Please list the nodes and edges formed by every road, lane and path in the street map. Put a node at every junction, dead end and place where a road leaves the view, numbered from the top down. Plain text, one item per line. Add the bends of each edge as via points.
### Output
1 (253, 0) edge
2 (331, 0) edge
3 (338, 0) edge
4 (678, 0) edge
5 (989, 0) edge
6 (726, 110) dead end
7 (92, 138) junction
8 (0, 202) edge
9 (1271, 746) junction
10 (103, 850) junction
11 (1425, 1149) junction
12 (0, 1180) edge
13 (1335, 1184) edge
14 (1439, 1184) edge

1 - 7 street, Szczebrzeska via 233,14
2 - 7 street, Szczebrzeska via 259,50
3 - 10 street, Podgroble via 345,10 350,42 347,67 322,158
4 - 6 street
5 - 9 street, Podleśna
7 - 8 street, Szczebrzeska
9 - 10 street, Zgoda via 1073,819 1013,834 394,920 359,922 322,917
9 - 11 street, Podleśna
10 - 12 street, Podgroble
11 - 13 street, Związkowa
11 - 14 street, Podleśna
------------
What is expected: Every record above is to be written out exactly.

Answer to the problem:
Please list the nodes and edges formed by every road, lane and path in the street map. Put a node at every junction, dead end and place where a road leaves the view, numbered from the top down. Plain text, one item per line. Add the bends of each edge as via points.
### Output
1 (253, 0) edge
2 (331, 0) edge
3 (338, 0) edge
4 (678, 0) edge
5 (989, 0) edge
6 (726, 110) dead end
7 (92, 138) junction
8 (0, 202) edge
9 (1271, 746) junction
10 (103, 850) junction
11 (1425, 1149) junction
12 (0, 1180) edge
13 (1335, 1184) edge
14 (1439, 1184) edge

1 - 7 street, Szczebrzeska via 233,14
2 - 7 street, Szczebrzeska via 259,50
3 - 10 street, Podgroble via 345,10 350,42 347,67 322,158
4 - 6 street
5 - 9 street, Podleśna
7 - 8 street, Szczebrzeska
9 - 10 street, Zgoda via 1073,819 1013,834 394,920 359,922 322,917
9 - 11 street, Podleśna
10 - 12 street, Podgroble
11 - 13 street, Związkowa
11 - 14 street, Podleśna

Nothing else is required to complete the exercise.